1 – Disseminar informações

2 – Campanhas de vacinação com alto impacto e alta cobertura

3 – Evolução para testes preventivos mais modernos

Fabiana da Mota Almeida Peroni, diretora de projetos e parcerias do Grupo Mulheres do Brasil, lembra que quando o Instituto procurou a organização com essa problemática, o dado sobre a morte das mulheres chamou atenção. 

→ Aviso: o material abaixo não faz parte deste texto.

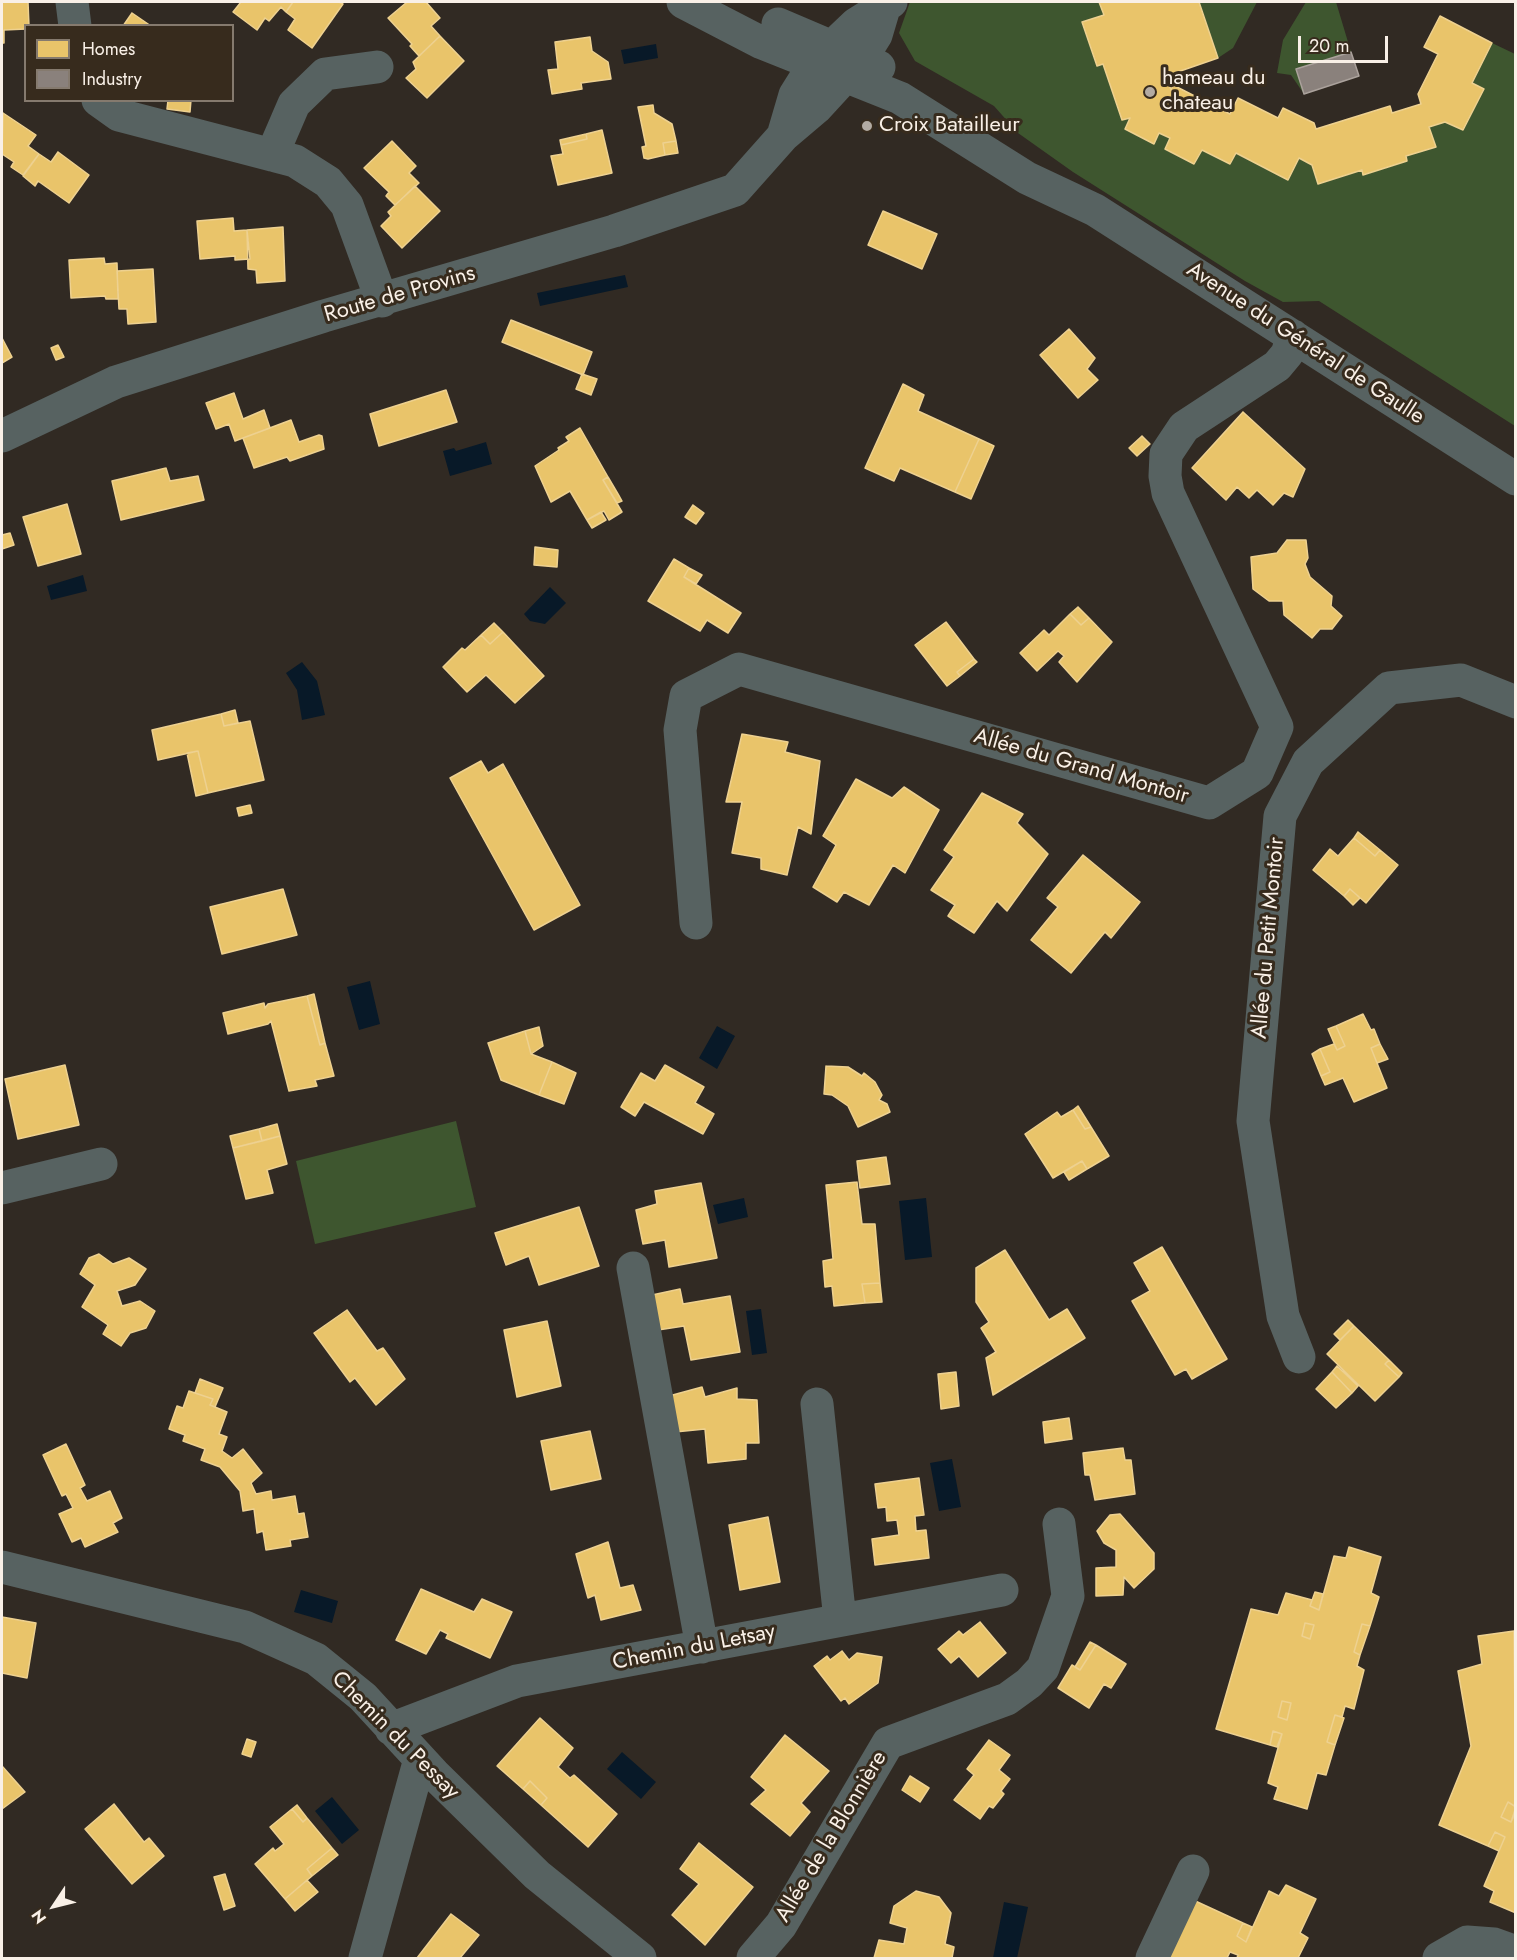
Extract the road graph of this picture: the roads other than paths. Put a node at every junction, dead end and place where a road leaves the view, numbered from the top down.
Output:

“É um índice alto para uma doença que tem como prevenir e tratar precocemente. E não é qualquer mulher que morre: é a mulher preta, periférica, pobre, que não teve acesso. Isso mobilizou todo o grupo, principalmente os comitês de saúde que já trabalhavam ações pontuais. Agora estamos em um grande movimento de mobilizar toda a nossa rede nacional para valorização da vacina HPV e prevenção do câncer de colo de útero”.

Essa grande rede, com mais de 120 mil mulheres em 154 núcleos no Brasil e pelo mundo, agrega uma importante força para atingir os objetivos da iniciativa, que é disseminar informações de qualidade ao público feminino.

O projeto Unidos pela Vacina HPV e Prevenção do Câncer possui um comitê gestor – formado por representantes do Instituto Vencer o Câncer e Grupo Mulheres do Brasil, e um comitê técnico-pedagógico, com uma equipe interdisciplinar responsável pela elaboração dos materiais e aulas técnicas.

Além de Ailma Larre, estão neste grupo os médicos Renato Kfouri, Luis Fernando Correra e Andréa Gonçalves; a diretora do Instituto Vencer o Câncer, Ana Maria Drummond; a coordenadora do Projeto Útero é Vida (PE), Letícia Katz; a representante do Núcleo Recife do Grupo Mulheres do Brasil, Viviane Gomes e a enfermeira obstetra Herla Furtado; e Aniara Corrêa, Aline Pedrazzi, Cristina Magnabosco e Lucia Chibante, representantes da WM Conecta.

O projeto conta, ainda, com os trabalhos da WM Conecta, consultoria responsável pela criação do material técnico-pedagógico que será utilizado no trabalho com líderes comunitárias, professores, adolescentes e pais ou responsáveis.

1 – Informação é a palavra-chave para conscientizar

Ailma Larre afirma que informação é a palavra-chave para levar o alerta da prevenção a todas a mulheres. “As pessoas têm direito à informação; precisam entender o que é essa doença e o que podem fazer para evitar”, diz. 

“Fala-se pouco em câncer de colo de útero, até pelo fato de muitas vezes ser relacionado à transmissão sexual; algumas ficam constrangidas por questões religiosas, culturais, que impedem um debate mais aberto. Não se pode confundir vacina com sexualidade; essa vacinação é uma questão de saúde como todas as outras, uma vacina que previne câncer é algo grandioso”.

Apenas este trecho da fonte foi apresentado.